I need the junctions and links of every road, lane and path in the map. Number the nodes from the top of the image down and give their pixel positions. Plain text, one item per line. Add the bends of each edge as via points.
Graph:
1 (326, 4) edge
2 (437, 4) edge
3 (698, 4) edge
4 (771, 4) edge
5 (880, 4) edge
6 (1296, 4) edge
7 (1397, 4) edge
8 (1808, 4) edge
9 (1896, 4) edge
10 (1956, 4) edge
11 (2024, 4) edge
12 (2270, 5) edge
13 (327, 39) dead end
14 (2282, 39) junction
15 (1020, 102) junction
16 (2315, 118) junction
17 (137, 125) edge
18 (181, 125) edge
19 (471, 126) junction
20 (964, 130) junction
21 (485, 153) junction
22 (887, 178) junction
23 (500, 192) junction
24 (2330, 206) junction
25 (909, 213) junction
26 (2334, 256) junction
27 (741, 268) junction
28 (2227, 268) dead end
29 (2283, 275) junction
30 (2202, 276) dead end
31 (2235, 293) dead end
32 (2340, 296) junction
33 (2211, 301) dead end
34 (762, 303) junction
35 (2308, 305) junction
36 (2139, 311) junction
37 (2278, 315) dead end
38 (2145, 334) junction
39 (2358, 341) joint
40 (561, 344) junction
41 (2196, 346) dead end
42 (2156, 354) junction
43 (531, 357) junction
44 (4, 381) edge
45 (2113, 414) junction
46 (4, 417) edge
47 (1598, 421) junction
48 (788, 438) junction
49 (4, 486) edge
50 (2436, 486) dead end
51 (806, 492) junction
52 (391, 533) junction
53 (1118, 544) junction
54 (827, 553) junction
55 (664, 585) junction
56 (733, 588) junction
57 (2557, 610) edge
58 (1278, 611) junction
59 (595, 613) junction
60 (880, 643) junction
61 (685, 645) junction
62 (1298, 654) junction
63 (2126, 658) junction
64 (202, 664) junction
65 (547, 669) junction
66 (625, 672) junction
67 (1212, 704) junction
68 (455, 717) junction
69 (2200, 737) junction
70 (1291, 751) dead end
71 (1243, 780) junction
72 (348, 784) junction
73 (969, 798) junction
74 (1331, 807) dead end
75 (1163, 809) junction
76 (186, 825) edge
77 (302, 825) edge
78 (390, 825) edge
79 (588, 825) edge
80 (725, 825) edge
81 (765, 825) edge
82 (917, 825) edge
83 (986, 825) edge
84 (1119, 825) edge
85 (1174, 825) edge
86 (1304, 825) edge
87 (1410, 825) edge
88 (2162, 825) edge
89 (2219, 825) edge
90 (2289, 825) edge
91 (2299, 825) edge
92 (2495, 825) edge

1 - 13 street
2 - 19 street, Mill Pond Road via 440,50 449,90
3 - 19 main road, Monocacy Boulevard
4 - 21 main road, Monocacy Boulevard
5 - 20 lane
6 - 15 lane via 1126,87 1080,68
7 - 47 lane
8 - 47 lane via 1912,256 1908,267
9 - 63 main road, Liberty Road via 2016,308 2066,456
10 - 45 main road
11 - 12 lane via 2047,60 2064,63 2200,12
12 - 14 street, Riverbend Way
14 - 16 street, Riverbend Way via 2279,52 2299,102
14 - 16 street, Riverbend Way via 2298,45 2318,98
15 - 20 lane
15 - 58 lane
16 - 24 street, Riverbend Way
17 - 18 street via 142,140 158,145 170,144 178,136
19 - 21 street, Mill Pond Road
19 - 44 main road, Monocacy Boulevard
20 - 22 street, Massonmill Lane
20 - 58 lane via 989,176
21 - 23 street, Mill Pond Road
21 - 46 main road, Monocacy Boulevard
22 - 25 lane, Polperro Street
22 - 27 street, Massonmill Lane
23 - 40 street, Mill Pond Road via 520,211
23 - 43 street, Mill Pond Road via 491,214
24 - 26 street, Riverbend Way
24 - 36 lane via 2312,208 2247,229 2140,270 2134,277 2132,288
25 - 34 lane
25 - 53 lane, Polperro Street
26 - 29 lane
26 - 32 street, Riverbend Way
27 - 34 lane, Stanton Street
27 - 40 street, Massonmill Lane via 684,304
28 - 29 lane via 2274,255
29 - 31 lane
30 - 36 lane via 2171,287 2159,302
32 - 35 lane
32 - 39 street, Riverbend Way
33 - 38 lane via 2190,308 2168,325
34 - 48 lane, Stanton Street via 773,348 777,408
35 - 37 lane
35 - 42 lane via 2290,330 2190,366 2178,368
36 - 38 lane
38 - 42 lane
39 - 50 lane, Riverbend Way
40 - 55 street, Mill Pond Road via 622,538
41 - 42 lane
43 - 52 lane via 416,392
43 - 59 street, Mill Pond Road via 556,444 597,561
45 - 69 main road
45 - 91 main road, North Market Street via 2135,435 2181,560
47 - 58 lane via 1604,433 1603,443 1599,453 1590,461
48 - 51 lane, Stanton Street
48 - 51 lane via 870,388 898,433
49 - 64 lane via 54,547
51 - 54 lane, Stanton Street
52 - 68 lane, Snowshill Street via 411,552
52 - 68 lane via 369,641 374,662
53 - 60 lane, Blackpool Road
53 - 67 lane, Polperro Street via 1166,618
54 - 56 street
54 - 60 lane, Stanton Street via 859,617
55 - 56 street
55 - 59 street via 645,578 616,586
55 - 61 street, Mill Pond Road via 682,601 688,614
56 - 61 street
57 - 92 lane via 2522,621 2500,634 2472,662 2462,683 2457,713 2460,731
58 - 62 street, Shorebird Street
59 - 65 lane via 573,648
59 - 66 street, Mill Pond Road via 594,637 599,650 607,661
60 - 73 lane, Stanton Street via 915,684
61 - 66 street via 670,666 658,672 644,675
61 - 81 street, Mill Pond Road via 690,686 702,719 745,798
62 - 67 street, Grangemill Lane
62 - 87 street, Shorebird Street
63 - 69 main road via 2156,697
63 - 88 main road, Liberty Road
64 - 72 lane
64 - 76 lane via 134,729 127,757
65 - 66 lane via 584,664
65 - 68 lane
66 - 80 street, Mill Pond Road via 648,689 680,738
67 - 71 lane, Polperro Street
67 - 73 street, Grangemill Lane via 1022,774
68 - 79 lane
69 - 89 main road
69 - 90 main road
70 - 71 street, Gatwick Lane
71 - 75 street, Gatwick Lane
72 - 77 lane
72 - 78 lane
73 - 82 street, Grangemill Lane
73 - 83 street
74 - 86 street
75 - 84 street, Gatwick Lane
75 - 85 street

################

== THE PROBLEM ==
Repeat the listing. Keep each line precisely as shown.

== COMPLETED TASK ==
I need the junctions and links of every road, lane and path in the map. Number the nodes from the top of the image down and give their pixel positions. Plain text, one item per line. Add the bends of each edge as via points.
Graph:
1 (326, 4) edge
2 (437, 4) edge
3 (698, 4) edge
4 (771, 4) edge
5 (880, 4) edge
6 (1296, 4) edge
7 (1397, 4) edge
8 (1808, 4) edge
9 (1896, 4) edge
10 (1956, 4) edge
11 (2024, 4) edge
12 (2270, 5) edge
13 (327, 39) dead end
14 (2282, 39) junction
15 (1020, 102) junction
16 (2315, 118) junction
17 (137, 125) edge
18 (181, 125) edge
19 (471, 126) junction
20 (964, 130) junction
21 (485, 153) junction
22 (887, 178) junction
23 (500, 192) junction
24 (2330, 206) junction
25 (909, 213) junction
26 (2334, 256) junction
27 (741, 268) junction
28 (2227, 268) dead end
29 (2283, 275) junction
30 (2202, 276) dead end
31 (2235, 293) dead end
32 (2340, 296) junction
33 (2211, 301) dead end
34 (762, 303) junction
35 (2308, 305) junction
36 (2139, 311) junction
37 (2278, 315) dead end
38 (2145, 334) junction
39 (2358, 341) joint
40 (561, 344) junction
41 (2196, 346) dead end
42 (2156, 354) junction
43 (531, 357) junction
44 (4, 381) edge
45 (2113, 414) junction
46 (4, 417) edge
47 (1598, 421) junction
48 (788, 438) junction
49 (4, 486) edge
50 (2436, 486) dead end
51 (806, 492) junction
52 (391, 533) junction
53 (1118, 544) junction
54 (827, 553) junction
55 (664, 585) junction
56 (733, 588) junction
57 (2557, 610) edge
58 (1278, 611) junction
59 (595, 613) junction
60 (880, 643) junction
61 (685, 645) junction
62 (1298, 654) junction
63 (2126, 658) junction
64 (202, 664) junction
65 (547, 669) junction
66 (625, 672) junction
67 (1212, 704) junction
68 (455, 717) junction
69 (2200, 737) junction
70 (1291, 751) dead end
71 (1243, 780) junction
72 (348, 784) junction
73 (969, 798) junction
74 (1331, 807) dead end
75 (1163, 809) junction
76 (186, 825) edge
77 (302, 825) edge
78 (390, 825) edge
79 (588, 825) edge
80 (725, 825) edge
81 (765, 825) edge
82 (917, 825) edge
83 (986, 825) edge
84 (1119, 825) edge
85 (1174, 825) edge
86 (1304, 825) edge
87 (1410, 825) edge
88 (2162, 825) edge
89 (2219, 825) edge
90 (2289, 825) edge
91 (2299, 825) edge
92 (2495, 825) edge

1 - 13 street
2 - 19 street, Mill Pond Road via 440,50 449,90
3 - 19 main road, Monocacy Boulevard
4 - 21 main road, Monocacy Boulevard
5 - 20 lane
6 - 15 lane via 1126,87 1080,68
7 - 47 lane
8 - 47 lane via 1912,256 1908,267
9 - 63 main road, Liberty Road via 2016,308 2066,456
10 - 45 main road
11 - 12 lane via 2047,60 2064,63 2200,12
12 - 14 street, Riverbend Way
14 - 16 street, Riverbend Way via 2279,52 2299,102
14 - 16 street, Riverbend Way via 2298,45 2318,98
15 - 20 lane
15 - 58 lane
16 - 24 street, Riverbend Way
17 - 18 street via 142,140 158,145 170,144 178,136
19 - 21 street, Mill Pond Road
19 - 44 main road, Monocacy Boulevard
20 - 22 street, Massonmill Lane
20 - 58 lane via 989,176
21 - 23 street, Mill Pond Road
21 - 46 main road, Monocacy Boulevard
22 - 25 lane, Polperro Street
22 - 27 street, Massonmill Lane
23 - 40 street, Mill Pond Road via 520,211
23 - 43 street, Mill Pond Road via 491,214
24 - 26 street, Riverbend Way
24 - 36 lane via 2312,208 2247,229 2140,270 2134,277 2132,288
25 - 34 lane
25 - 53 lane, Polperro Street
26 - 29 lane
26 - 32 street, Riverbend Way
27 - 34 lane, Stanton Street
27 - 40 street, Massonmill Lane via 684,304
28 - 29 lane via 2274,255
29 - 31 lane
30 - 36 lane via 2171,287 2159,302
32 - 35 lane
32 - 39 street, Riverbend Way
33 - 38 lane via 2190,308 2168,325
34 - 48 lane, Stanton Street via 773,348 777,408
35 - 37 lane
35 - 42 lane via 2290,330 2190,366 2178,368
36 - 38 lane
38 - 42 lane
39 - 50 lane, Riverbend Way
40 - 55 street, Mill Pond Road via 622,538
41 - 42 lane
43 - 52 lane via 416,392
43 - 59 street, Mill Pond Road via 556,444 597,561
45 - 69 main road
45 - 91 main road, North Market Street via 2135,435 2181,560
47 - 58 lane via 1604,433 1603,443 1599,453 1590,461
48 - 51 lane, Stanton Street
48 - 51 lane via 870,388 898,433
49 - 64 lane via 54,547
51 - 54 lane, Stanton Street
52 - 68 lane, Snowshill Street via 411,552
52 - 68 lane via 369,641 374,662
53 - 60 lane, Blackpool Road
53 - 67 lane, Polperro Street via 1166,618
54 - 56 street
54 - 60 lane, Stanton Street via 859,617
55 - 56 street
55 - 59 street via 645,578 616,586
55 - 61 street, Mill Pond Road via 682,601 688,614
56 - 61 street
57 - 92 lane via 2522,621 2500,634 2472,662 2462,683 2457,713 2460,731
58 - 62 street, Shorebird Street
59 - 65 lane via 573,648
59 - 66 street, Mill Pond Road via 594,637 599,650 607,661
60 - 73 lane, Stanton Street via 915,684
61 - 66 street via 670,666 658,672 644,675
61 - 81 street, Mill Pond Road via 690,686 702,719 745,798
62 - 67 street, Grangemill Lane
62 - 87 street, Shorebird Street
63 - 69 main road via 2156,697
63 - 88 main road, Liberty Road
64 - 72 lane
64 - 76 lane via 134,729 127,757
65 - 66 lane via 584,664
65 - 68 lane
66 - 80 street, Mill Pond Road via 648,689 680,738
67 - 71 lane, Polperro Street
67 - 73 street, Grangemill Lane via 1022,774
68 - 79 lane
69 - 89 main road
69 - 90 main road
70 - 71 street, Gatwick Lane
71 - 75 street, Gatwick Lane
72 - 77 lane
72 - 78 lane
73 - 82 street, Grangemill Lane
73 - 83 street
74 - 86 street
75 - 84 street, Gatwick Lane
75 - 85 street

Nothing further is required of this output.